175, boulevard Anatole France – 93200 Saint-Denis

Tél. : 01 41 62 14 40 – Fax : 01 41 62 14 50

Mail : client@edilivre.com

www.edilivre.com

 

Tous droits de reproduction, d'adaptation et de traduction,

intégrale ou partielle réservés pour tous pays.

 

ISBN numérique : 978-2-334-19139-5

 

© Edilivre, 2017

Préfaces

Quelle ne peut-être l’émotion d’un professeur quand il s’agit de rédiger la préface du recueil des poèmes réalisé par son élève !

Cette émotion est grande !

Surtout quand, dans ce recueil sont joints et des textes sängö côte à côte des textes français.

Les textes français sont composés de vers à times prenant ainsi leurs sources dans la tradition classique occidentale, alors que les textes sängö à vers libres exprimant la liberté dont les locuteurs de cette langue sont porteurs.

C’est ainsi que les styles s’entrechoquent sur les thèmes les plus variés de la vie quotidienne centrafricaine : la femme, l’amour de la nature, l’argent, la mort, les souvenirs d’enfance, la recherche de son identité, etc…

Cette poésie fraîche et jeune, il faut le dire, se cherche encore et elle ne tardera pas à confirmer déjà une poésie centrafricaine qu’elle est.
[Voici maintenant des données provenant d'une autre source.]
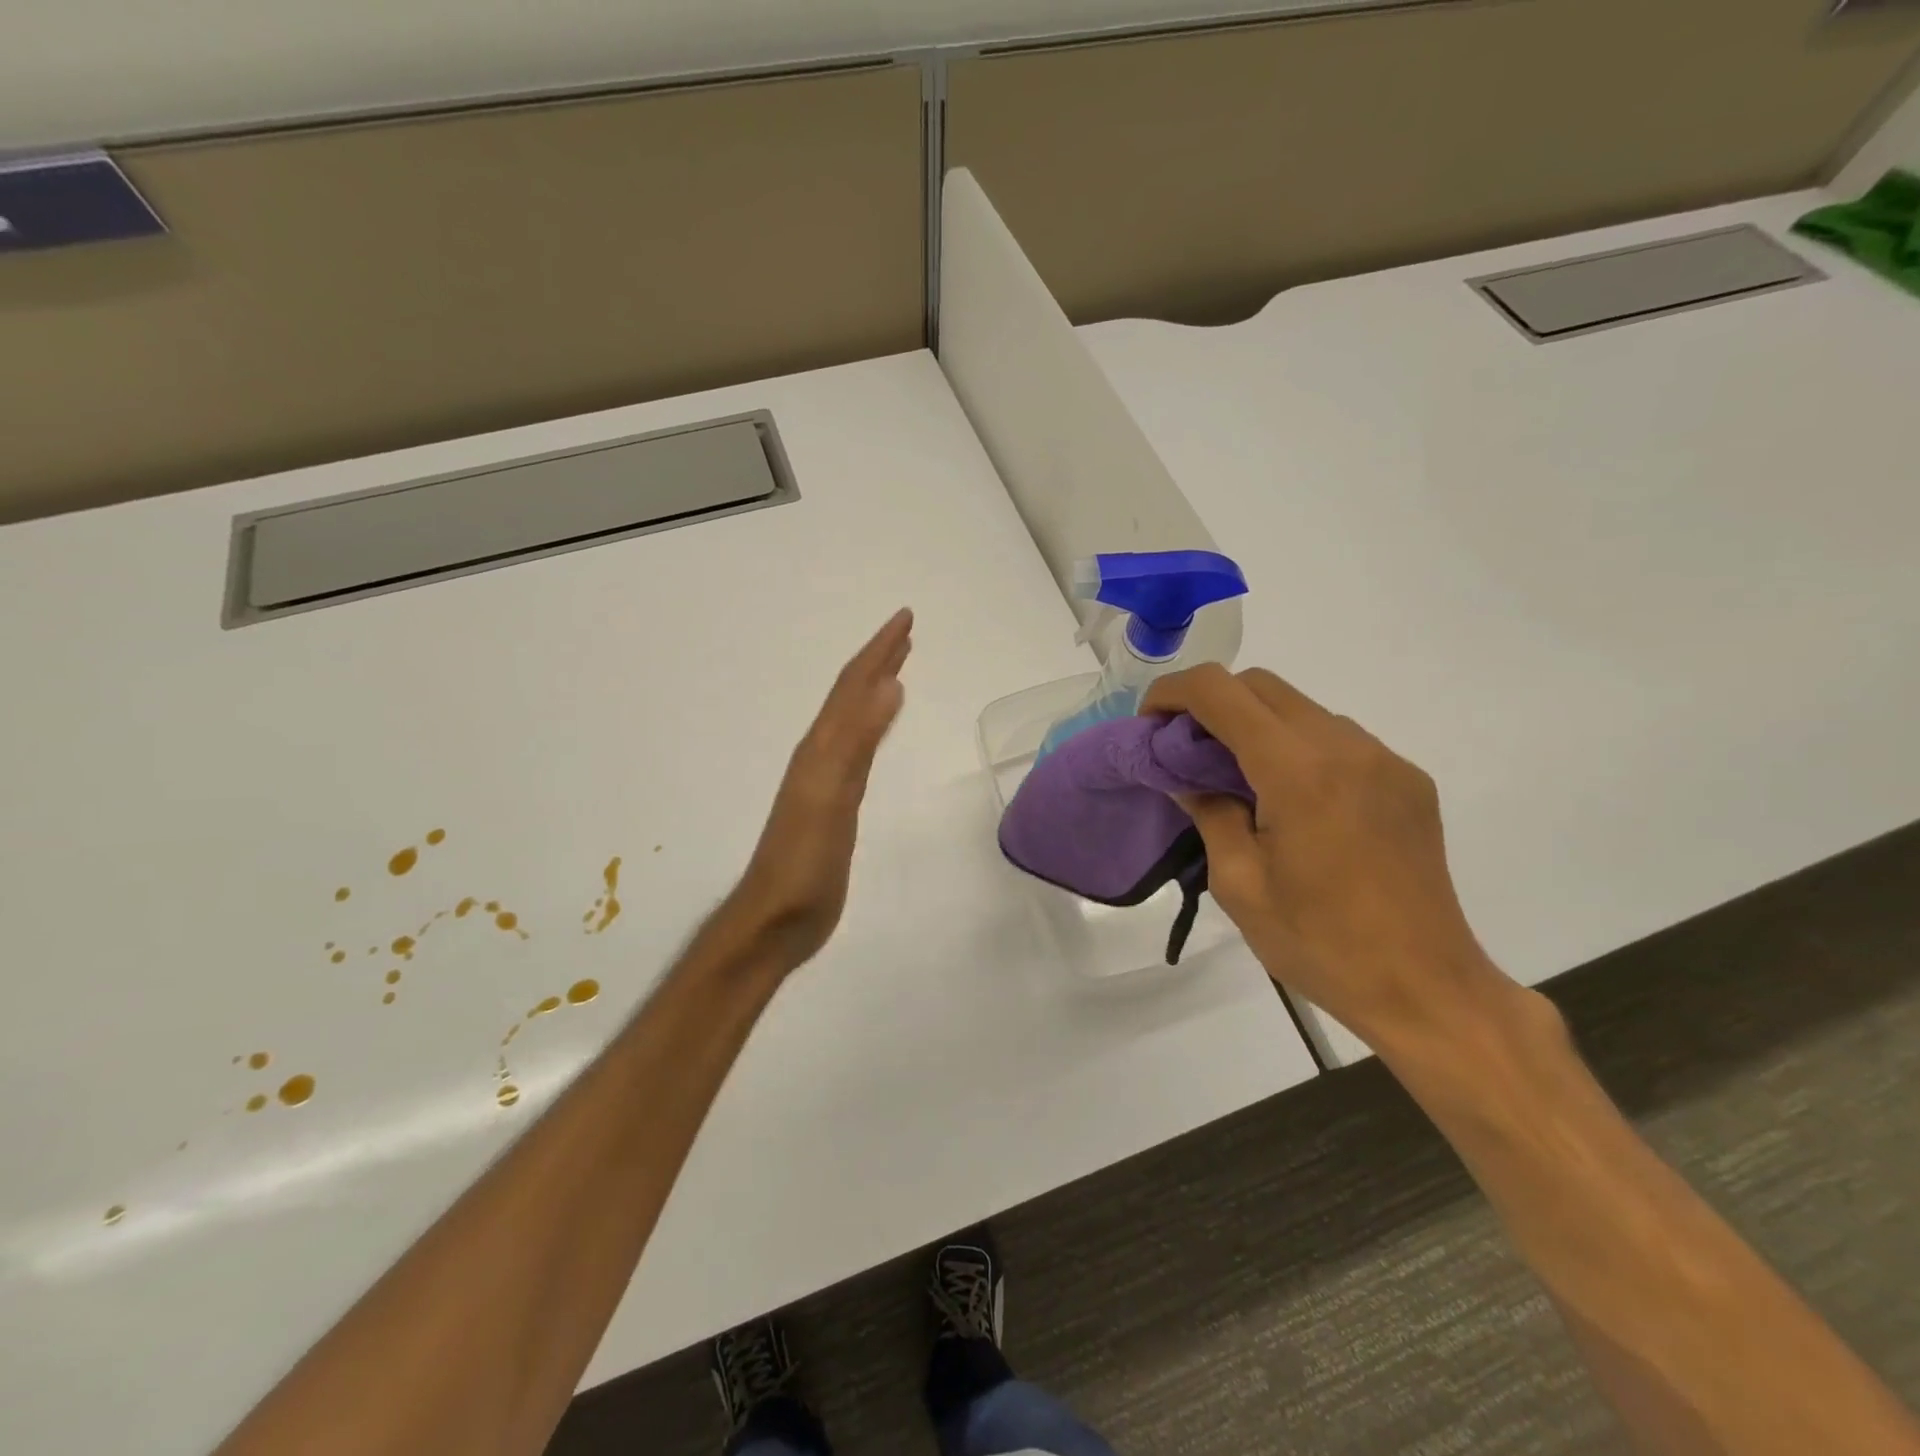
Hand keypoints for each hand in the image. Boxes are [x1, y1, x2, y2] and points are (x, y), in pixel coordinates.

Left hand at [724, 609, 912, 971]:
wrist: (776, 920)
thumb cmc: (804, 863)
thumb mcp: (832, 798)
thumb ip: (858, 743)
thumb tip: (890, 685)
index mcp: (820, 748)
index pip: (851, 687)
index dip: (878, 650)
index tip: (905, 618)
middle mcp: (820, 755)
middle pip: (851, 696)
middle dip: (878, 660)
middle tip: (906, 631)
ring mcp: (826, 780)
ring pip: (854, 720)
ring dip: (875, 689)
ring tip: (897, 670)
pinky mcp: (834, 805)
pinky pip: (858, 750)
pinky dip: (874, 728)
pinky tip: (878, 730)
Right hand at [1140, 664, 1515, 1050]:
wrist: (1426, 989)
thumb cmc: (1319, 942)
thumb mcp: (1238, 882)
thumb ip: (1208, 811)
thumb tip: (1184, 775)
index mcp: (1298, 770)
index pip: (1220, 691)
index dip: (1172, 693)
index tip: (1150, 726)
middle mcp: (1346, 746)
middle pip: (1261, 685)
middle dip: (1210, 704)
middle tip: (1185, 753)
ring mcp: (1385, 760)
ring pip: (1301, 709)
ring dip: (1255, 726)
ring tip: (1236, 781)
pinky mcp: (1408, 781)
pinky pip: (1337, 739)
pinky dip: (1297, 749)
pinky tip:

C’est pourquoi nous invitons le lecteur à s’imprégner des premiers pas de Monsieur Douba dans cette marche difficile

Madame Michèle-Clotilde OUANDET

Professeur des Sciences de l’Education à l’ENS

Bangui, 1985

Regard sur le jeune poète
Honoré DOUBA

Voici une voix parmi tant d’autres qui a décidé de se faire entendre. Elle n’est pas encore parvenue à l’oreille des habitués du langage des muses, mais est à même de les séduire.

Le jeune poète Honoré DOUBA n’est bien sûr pas à ses débuts mais fait preuve d’une humilité en déposant sa lyre aux pieds des Anciens, comme il le dira lui-même :

« Comme toi, BOILEAU, »

« De la source, je bois l’eau. »

« Comme toi, SENGHOR, »

« J’ai sonné des cors. »

« Comme toi, LABOU TANSI, »

« Je me suis affranchi. »

« Comme toi, MBAO BEN SEBA, »

« Dans les pages, je m’ébats. »

Comme toi, KOTA GUENEYORA, »

« Ma gloire, il y aura… »

Le lecteur de ce recueil retrouvera sans doute dans ce style une expression de dadaïsme, parce que limpide et aéré à excès par rapport à une poésie habituellement hermétique de nos jours. En effet, nous dirons sans hésiter que Honoré DOUBA excelle dans ce genre d’expression poétique qu’on peut qualifier de « poésie pour enfant ».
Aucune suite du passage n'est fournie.